It is well settled that such deductions can be claimed by the taxpayer only if it brings itself squarely within the terms of the statute, since such deductions are matters of legislative grace, not matters of right. Deputy v. DuPont, 308 U.S. 488, 60 S.Ct. 363, 84 L.Ed. 416; White v. United States, 305 U.S. 281, 292, 59 S.Ct. 179, 83 L.Ed. 172; Jones v. Commissioner, 9 Cir., 103 F.2d 681; Barbour Coal Co. v. Commissioner, 3 Cir., 74 F.2d 163, certiorari denied 295 U.S. 731, 55 S.Ct. 643, 79 L.Ed. 1680. And the determination of the Commissioner against deductibility here carries a presumption of correctness with the burden on the taxpayer (which we believe it has not shouldered) of proving that this determination is incorrect. Welch v. Helvering, 290 U.S. 111, 54 S.Ct. 8, 78 L.Ed. 212.

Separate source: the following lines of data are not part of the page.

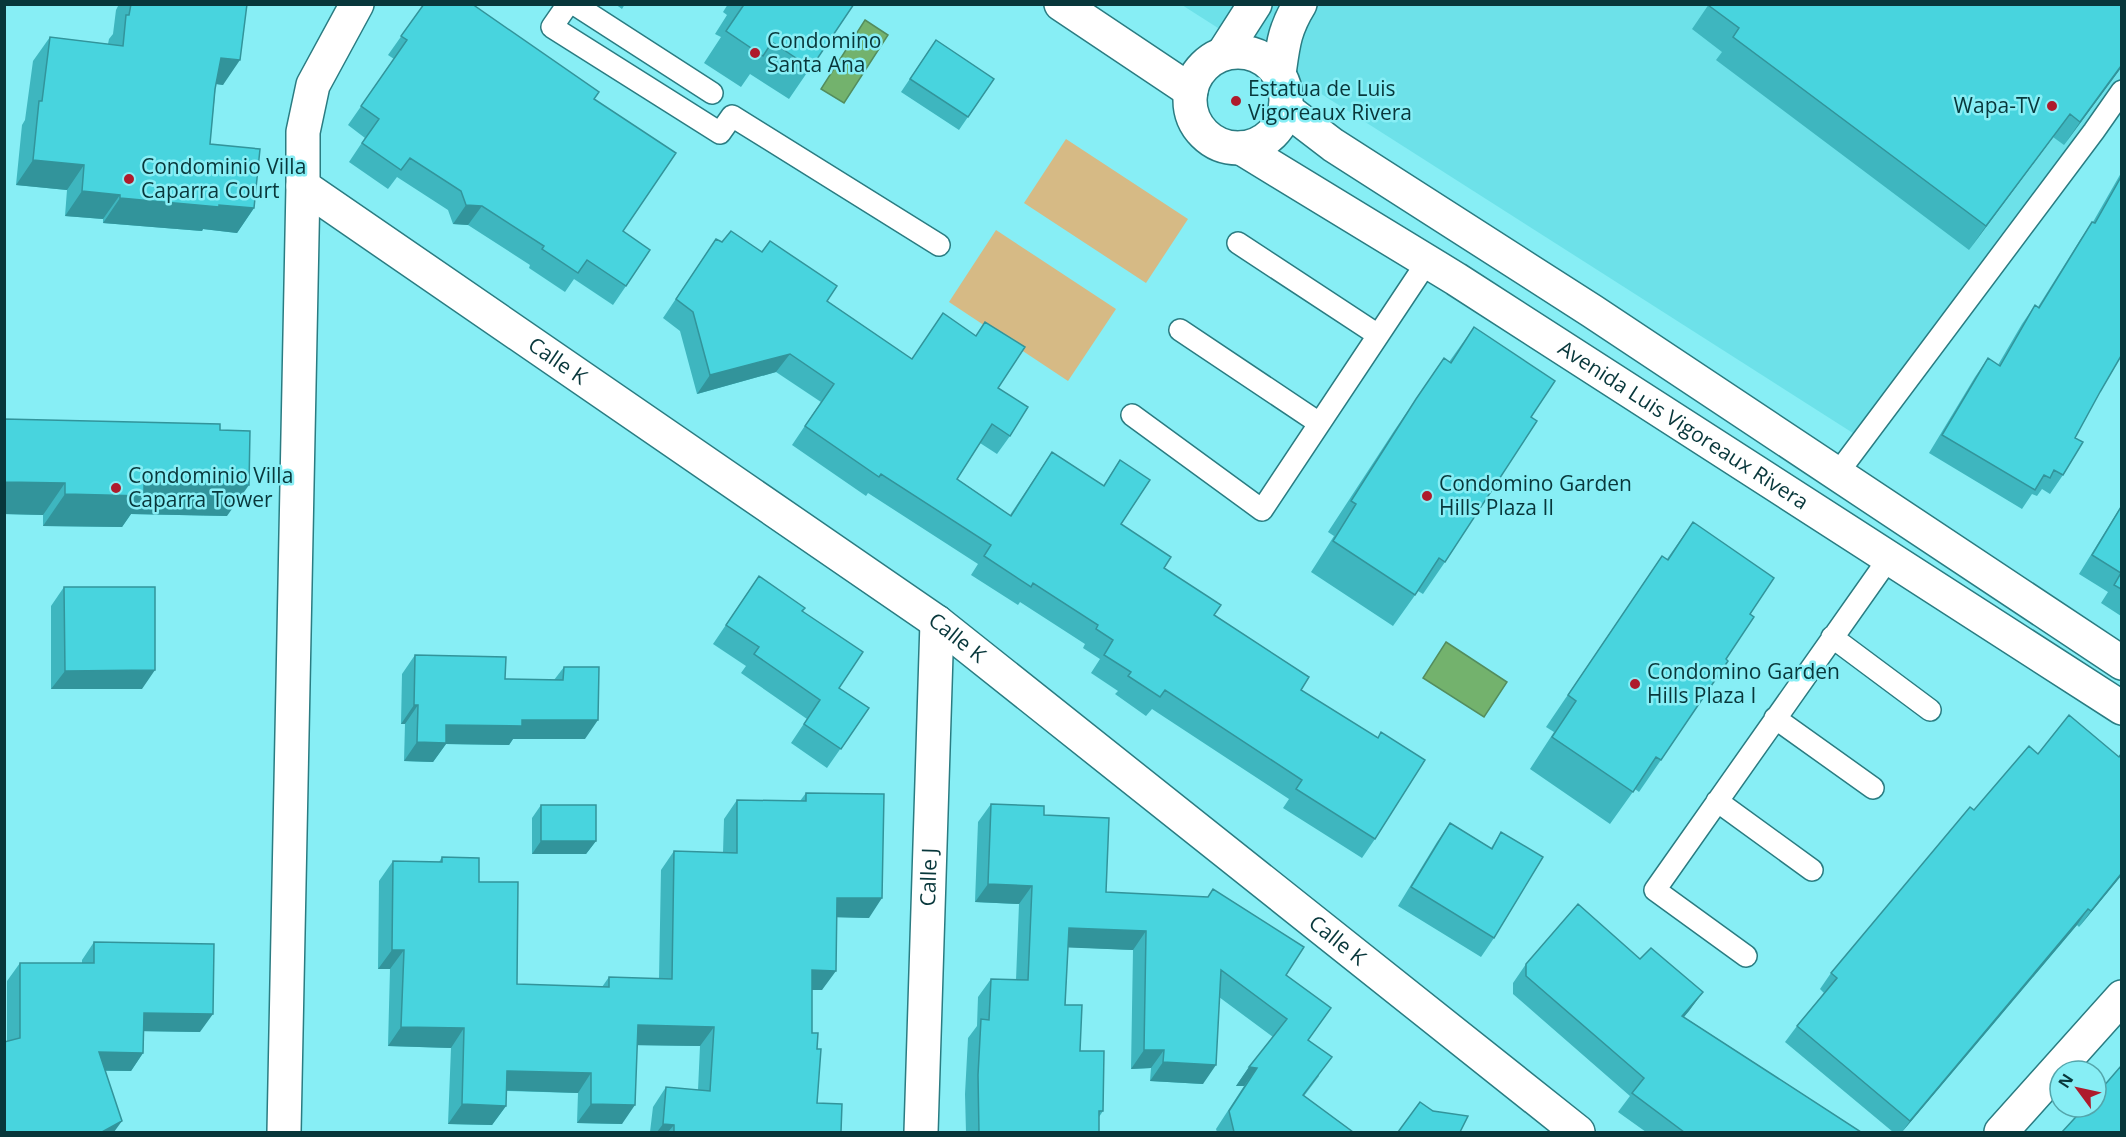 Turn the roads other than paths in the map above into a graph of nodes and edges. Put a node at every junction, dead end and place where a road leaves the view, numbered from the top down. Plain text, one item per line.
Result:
1 (357, 4) edge
2 (568, 4) edge
3 (574, 4) edge
4 (1061, 4) edge
5 (1255, 4) edge
6 (1300, 4) edge
7 (1223, 54) junction
8 (1279, 74) junction
9 (1191, 91) junction
10 (2121, 91) edge
11 (712, 93) dead end
12 (1286, 109) junction
13 (1241, 148) junction
14 (303, 186) junction
15 (1238, 243) dead end
16 (939, 245) dead end
17 (1427, 262) junction
18 (1180, 330) dead end
19 (1378, 335) junction
20 (1132, 415) dead end
21 (1319, 423) junction
22 (1837, 474) junction
23 (1889, 558) junction
24 (937, 622) junction
25 (1832, 637) junction
26 (2121, 663) edge
27 (2121, 708) edge
28 (1930, 710) dead end
29 (1775, 718) junction
30 (1873, 788) dead end
31 (1717, 801) junction
32 (1812, 870) dead end
33 (1746, 956) dead end
34 (2121, 997) edge
35 (284, 1132) edge
36 (921, 1132) edge
37 (1578, 1132) edge
38 (2001, 1132) edge

1 - 14 street
2 - 16 lane
3 - 11 lane
4 - 9 street
5 - 7 street
6 - 8 street
7 - 8 street
7 - 9 street
8 - 12 street
9 - 13 street
10 - 22 lane
12 - 13 street
12 - 22 street, Avenida Luis Vigoreaux Rivera
13 - 17 street, Avenida Luis Vigoreaux Rivera
14 - 24 street, Calle K
14 - 35 street
15 - 19 lane
17 - 19 lane
17 - 23 street, Avenida Luis Vigoreaux Rivera
18 - 21 lane
19 - 21 lane
20 - 21 lane
22 - 26 street, Avenida Luis Vigoreaux Rivera
23 - 25 lane
23 - 27 street, Avenida Luis Vigoreaux Rivera
24 - 36 street, Calle J
24 - 37 street, Calle K
25 - 28 lane
25 - 29 lane
29 - 30 lane
29 - 31 lane
31 - 32 lane
31 - 33 lane
34 - 38 street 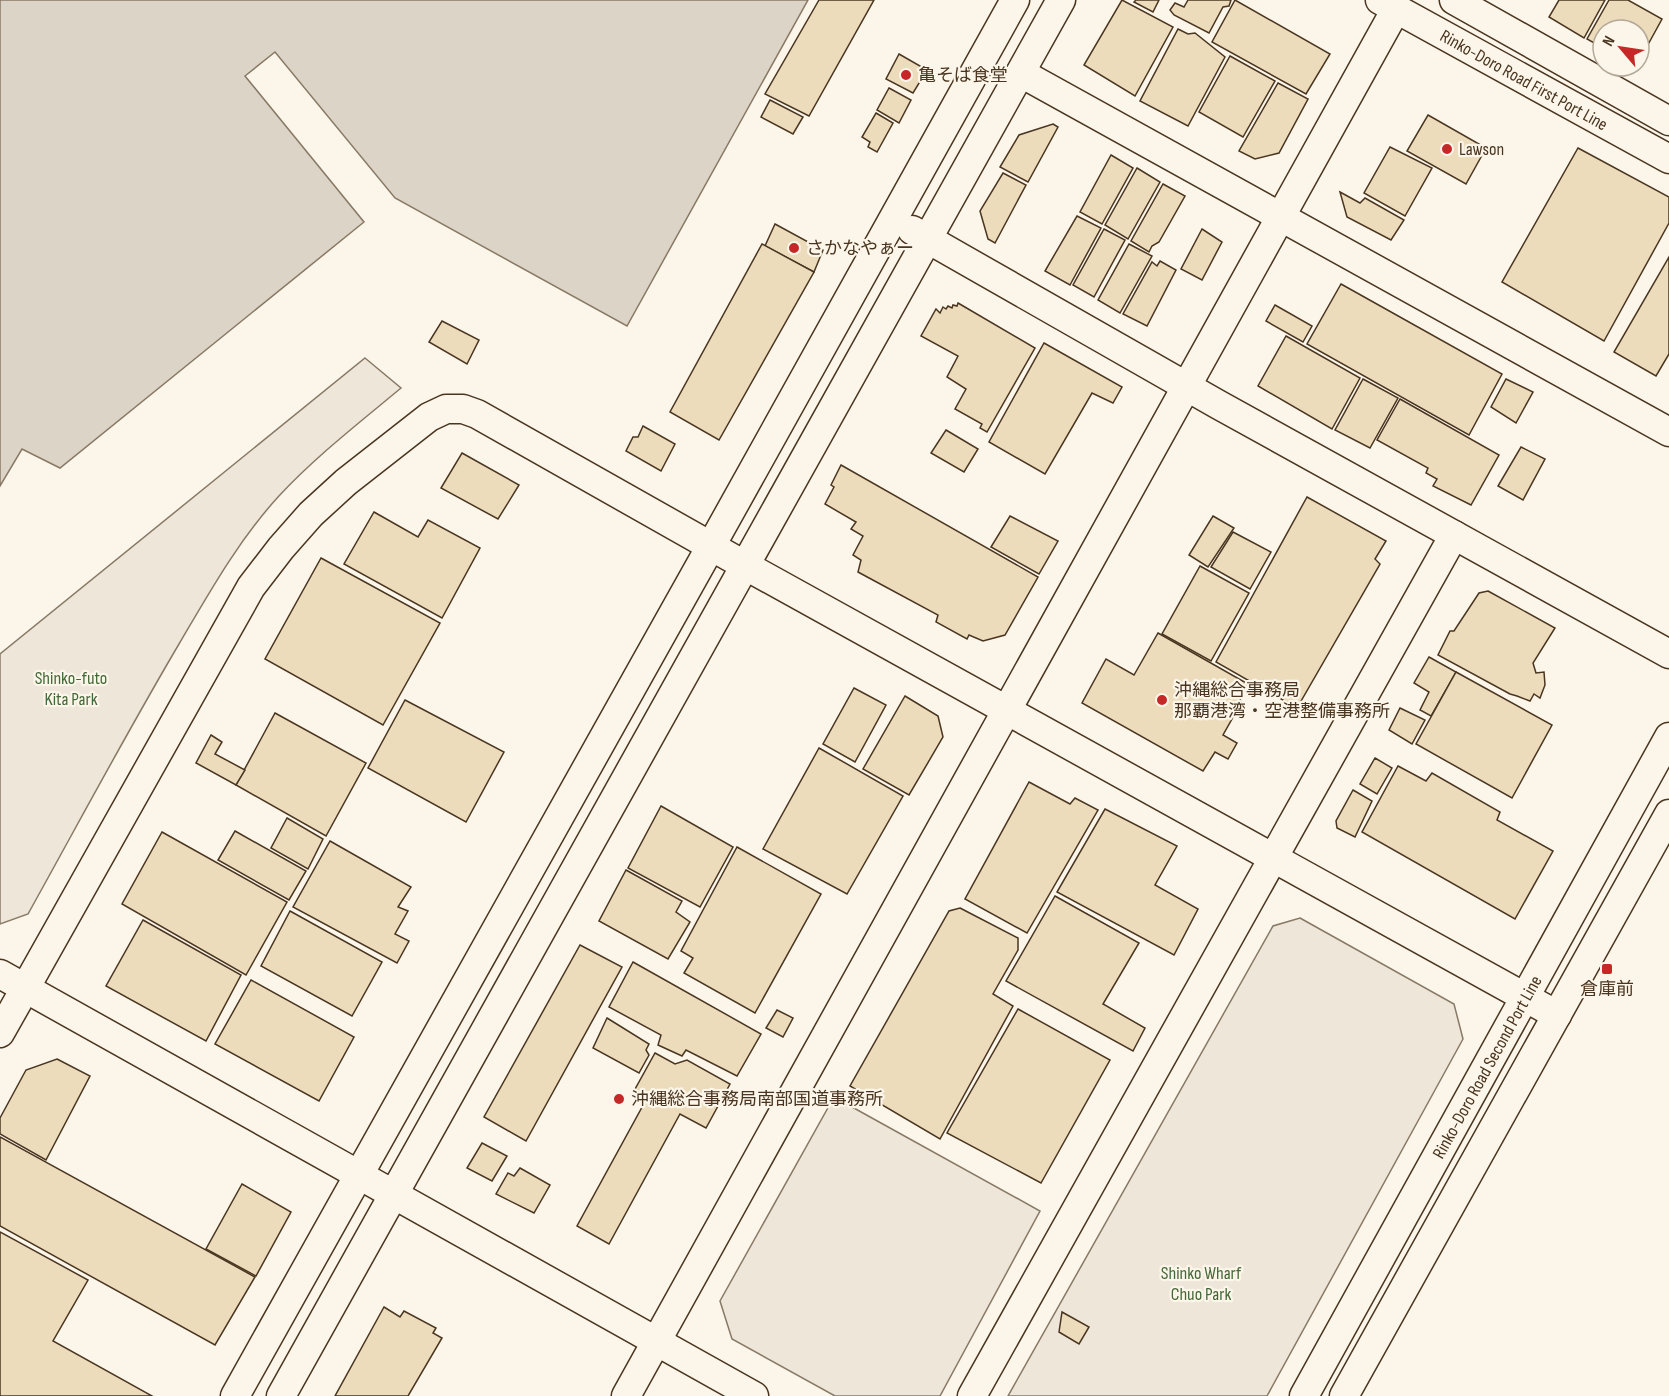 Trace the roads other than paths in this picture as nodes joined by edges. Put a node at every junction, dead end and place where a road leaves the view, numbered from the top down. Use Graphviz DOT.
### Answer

To be deductible here, the item must be not only a business expense but also such an expense that is both ordinary and necessary. These be rather strong adjectives which the courts have often been called upon to define and apply. Thus Mr. Justice Douglas, in Deputy v. DuPont, 308 U.S. 488, 495, 496, 497, 60 S.Ct. 363, 367, said:

"Ordinary has the connotation of normal, usual, or customary. * * * The fact that an obligation to pay has arisen is not sufficient. It is the kind of transaction out of which the obligation arose and its normalcy in the particular business which are crucial and controlling. * * * Congress has not decreed that all necessary expenses may be deducted. Though plainly necessary they cannot be allowed unless they are also ordinary."

See, also, Commissioner of Internal Revenue v. Heininger, 320 U.S. 467, 64 S.Ct. 249, 88 L.Ed. 171; Welch v. Helvering, 290 U.S. 111, 113-114, 54 S.Ct. 8, 78 L.Ed. 212; Hales-Mullaly, Inc. v. Commissioner, 10 Cir., 131 F.2d 509, 511; A. Giurlani & Bro., Inc. v. Commissioner, 9 Cir., 119 F.2d 852, 855-857.

It takes indeed a strained interpretation of "ordinary and necessary business expenses" to include within this category the payments made by taxpayer to Wiggins. Certainly these payments were...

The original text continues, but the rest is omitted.